[Supplied entries]

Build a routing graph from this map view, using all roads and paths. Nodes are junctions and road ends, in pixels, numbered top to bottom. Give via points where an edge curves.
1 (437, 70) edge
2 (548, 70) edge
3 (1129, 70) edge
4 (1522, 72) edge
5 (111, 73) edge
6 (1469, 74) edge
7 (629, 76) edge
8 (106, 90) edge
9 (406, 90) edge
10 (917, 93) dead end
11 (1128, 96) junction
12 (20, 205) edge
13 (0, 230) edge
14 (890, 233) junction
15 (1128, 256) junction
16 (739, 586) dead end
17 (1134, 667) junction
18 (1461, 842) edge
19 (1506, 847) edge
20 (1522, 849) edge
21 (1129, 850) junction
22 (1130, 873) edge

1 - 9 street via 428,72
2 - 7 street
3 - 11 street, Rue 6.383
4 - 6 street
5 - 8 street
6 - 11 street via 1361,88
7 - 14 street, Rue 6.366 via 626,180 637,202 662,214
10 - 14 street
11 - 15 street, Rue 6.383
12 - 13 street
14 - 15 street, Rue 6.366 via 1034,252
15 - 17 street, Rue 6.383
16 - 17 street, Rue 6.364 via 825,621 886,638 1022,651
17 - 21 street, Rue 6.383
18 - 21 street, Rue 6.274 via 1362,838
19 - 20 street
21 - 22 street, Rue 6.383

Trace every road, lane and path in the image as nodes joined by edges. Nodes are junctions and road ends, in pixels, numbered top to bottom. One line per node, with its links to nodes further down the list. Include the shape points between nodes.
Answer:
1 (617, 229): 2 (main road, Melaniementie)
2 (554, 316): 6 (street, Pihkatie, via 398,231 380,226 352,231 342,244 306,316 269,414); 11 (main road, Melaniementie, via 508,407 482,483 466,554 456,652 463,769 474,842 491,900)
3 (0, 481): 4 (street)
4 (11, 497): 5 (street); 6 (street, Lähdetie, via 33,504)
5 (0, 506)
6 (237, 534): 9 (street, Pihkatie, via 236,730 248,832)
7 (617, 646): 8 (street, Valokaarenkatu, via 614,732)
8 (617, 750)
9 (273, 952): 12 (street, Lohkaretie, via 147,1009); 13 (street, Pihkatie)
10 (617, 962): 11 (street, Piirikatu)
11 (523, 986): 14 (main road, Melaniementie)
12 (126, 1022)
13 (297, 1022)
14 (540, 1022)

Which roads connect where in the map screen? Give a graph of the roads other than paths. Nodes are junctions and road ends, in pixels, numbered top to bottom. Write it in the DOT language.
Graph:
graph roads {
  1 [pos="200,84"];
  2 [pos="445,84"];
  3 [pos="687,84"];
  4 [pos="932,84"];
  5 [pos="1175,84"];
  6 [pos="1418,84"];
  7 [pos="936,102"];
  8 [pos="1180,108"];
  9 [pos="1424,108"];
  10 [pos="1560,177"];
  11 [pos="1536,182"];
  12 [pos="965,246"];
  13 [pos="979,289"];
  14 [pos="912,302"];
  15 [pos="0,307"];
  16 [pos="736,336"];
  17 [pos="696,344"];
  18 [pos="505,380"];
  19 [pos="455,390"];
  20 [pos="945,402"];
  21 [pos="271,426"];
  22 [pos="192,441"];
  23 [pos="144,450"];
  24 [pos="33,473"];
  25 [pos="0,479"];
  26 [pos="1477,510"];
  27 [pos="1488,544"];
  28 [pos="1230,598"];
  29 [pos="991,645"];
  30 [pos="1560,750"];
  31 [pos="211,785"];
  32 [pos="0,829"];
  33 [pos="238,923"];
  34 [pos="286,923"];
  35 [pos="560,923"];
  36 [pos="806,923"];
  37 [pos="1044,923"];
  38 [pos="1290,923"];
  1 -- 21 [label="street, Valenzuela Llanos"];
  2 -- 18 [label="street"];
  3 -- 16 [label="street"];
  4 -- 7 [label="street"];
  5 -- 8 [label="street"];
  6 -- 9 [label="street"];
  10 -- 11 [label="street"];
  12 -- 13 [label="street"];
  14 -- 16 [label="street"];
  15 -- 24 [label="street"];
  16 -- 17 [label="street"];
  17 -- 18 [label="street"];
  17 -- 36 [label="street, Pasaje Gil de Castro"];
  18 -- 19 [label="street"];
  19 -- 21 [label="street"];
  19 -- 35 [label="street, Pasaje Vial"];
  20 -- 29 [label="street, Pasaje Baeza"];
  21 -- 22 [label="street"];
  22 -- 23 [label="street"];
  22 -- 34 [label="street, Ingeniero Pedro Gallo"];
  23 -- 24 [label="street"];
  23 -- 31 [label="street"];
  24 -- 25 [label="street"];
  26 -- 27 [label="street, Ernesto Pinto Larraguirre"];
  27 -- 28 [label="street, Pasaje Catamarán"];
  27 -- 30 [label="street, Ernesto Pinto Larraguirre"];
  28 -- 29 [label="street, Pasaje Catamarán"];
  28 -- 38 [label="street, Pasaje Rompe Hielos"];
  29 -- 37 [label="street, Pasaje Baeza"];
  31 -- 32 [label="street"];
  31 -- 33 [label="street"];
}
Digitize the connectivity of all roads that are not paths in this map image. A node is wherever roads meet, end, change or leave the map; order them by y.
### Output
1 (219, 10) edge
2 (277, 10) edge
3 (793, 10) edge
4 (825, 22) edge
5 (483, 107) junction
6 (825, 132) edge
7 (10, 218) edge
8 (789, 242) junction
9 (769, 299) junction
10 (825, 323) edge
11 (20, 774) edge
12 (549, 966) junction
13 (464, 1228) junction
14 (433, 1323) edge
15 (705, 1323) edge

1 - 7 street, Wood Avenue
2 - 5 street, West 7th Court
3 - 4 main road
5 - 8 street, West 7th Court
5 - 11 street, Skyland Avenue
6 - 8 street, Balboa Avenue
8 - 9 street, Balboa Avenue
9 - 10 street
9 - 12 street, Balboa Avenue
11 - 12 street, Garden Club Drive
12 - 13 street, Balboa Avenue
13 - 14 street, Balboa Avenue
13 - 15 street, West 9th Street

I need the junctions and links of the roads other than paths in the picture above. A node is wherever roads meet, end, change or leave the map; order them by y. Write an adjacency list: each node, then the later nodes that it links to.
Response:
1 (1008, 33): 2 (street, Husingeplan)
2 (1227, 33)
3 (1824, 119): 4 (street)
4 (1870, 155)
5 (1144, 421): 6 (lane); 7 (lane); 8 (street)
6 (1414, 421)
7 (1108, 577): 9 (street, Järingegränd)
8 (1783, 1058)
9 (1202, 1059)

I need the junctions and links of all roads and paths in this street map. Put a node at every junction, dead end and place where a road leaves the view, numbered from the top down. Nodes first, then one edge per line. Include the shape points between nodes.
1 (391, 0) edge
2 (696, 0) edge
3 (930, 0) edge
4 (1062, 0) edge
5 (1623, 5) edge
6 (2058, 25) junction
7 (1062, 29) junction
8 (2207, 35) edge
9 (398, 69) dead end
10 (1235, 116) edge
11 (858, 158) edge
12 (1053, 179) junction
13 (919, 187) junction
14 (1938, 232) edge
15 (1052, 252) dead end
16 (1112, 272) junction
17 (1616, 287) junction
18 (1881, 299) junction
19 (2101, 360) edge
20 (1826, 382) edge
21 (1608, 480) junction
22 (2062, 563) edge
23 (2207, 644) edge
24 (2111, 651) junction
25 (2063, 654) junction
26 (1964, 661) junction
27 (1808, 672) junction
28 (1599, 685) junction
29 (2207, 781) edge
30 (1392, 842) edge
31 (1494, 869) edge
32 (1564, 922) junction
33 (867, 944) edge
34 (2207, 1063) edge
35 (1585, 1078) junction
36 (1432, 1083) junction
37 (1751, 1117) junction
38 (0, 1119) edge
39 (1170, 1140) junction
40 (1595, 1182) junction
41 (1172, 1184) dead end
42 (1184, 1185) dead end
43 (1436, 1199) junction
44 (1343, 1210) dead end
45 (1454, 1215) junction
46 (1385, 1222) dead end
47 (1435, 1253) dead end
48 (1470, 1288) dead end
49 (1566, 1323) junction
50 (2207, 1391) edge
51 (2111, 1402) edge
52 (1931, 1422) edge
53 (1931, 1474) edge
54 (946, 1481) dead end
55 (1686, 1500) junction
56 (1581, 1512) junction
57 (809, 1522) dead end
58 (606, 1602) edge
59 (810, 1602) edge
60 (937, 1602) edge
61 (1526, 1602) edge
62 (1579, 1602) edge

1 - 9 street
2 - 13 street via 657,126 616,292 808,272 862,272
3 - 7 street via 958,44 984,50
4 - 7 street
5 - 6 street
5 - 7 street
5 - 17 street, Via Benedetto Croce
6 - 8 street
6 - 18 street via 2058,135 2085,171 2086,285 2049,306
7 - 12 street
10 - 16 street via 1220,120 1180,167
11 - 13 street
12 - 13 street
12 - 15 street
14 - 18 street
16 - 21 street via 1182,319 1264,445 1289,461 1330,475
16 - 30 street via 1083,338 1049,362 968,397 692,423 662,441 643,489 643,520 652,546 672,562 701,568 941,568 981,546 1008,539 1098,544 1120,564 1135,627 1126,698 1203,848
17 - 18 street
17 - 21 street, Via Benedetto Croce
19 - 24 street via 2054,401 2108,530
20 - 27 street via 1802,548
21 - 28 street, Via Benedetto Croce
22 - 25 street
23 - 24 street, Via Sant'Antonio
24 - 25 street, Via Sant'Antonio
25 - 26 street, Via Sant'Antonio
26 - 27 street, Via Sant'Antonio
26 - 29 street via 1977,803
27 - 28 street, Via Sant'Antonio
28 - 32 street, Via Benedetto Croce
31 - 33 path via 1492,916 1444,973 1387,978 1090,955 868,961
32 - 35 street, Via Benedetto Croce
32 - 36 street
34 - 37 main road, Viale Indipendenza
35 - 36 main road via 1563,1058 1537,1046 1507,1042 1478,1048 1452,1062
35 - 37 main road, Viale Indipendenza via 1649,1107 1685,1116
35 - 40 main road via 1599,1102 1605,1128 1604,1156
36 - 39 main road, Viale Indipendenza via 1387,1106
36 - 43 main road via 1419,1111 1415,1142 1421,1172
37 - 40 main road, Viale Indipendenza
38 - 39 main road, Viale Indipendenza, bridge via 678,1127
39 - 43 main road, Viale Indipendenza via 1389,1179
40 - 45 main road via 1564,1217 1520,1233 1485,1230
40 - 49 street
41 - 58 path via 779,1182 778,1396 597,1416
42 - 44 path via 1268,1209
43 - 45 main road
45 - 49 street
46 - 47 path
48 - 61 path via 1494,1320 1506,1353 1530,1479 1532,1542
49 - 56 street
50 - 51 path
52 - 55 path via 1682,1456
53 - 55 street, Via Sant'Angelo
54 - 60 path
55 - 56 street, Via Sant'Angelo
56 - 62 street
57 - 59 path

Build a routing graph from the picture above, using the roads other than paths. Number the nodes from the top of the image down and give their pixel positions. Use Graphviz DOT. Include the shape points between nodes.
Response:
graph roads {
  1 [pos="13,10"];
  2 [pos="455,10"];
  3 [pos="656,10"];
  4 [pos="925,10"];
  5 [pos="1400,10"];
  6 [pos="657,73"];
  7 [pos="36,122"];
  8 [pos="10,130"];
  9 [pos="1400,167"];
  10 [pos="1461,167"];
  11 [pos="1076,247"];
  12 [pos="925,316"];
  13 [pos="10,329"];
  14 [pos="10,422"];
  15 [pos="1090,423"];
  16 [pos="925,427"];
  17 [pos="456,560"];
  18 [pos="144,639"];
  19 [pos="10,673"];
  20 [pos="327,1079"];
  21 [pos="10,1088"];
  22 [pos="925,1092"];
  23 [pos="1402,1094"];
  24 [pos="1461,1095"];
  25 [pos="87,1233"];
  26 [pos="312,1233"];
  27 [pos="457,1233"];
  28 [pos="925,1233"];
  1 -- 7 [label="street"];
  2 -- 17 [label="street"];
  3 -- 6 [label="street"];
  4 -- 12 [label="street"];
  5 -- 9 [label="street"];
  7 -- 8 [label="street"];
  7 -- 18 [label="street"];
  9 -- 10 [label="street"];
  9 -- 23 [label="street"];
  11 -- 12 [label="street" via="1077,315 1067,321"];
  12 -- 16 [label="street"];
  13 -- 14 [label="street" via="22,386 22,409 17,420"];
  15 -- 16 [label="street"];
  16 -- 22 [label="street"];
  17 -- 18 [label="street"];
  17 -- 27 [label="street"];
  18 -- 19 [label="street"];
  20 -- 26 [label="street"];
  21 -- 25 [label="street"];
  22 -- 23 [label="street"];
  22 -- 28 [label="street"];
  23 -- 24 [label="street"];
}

[/Supplied entries]

Work instructions:
Show a copy of each line from the records above in which the string "lane" occurs.

Exercise response:
Trace every road, lane and path in the image as nodes joined by edges. Nodes are junctions and road ends, in pixels, numbered top to bottom. One line per node, with its links to nodes further down the list. Include the shape points between nodes.
5 (1144, 421): 6 (lane); 7 (lane); 8 (street)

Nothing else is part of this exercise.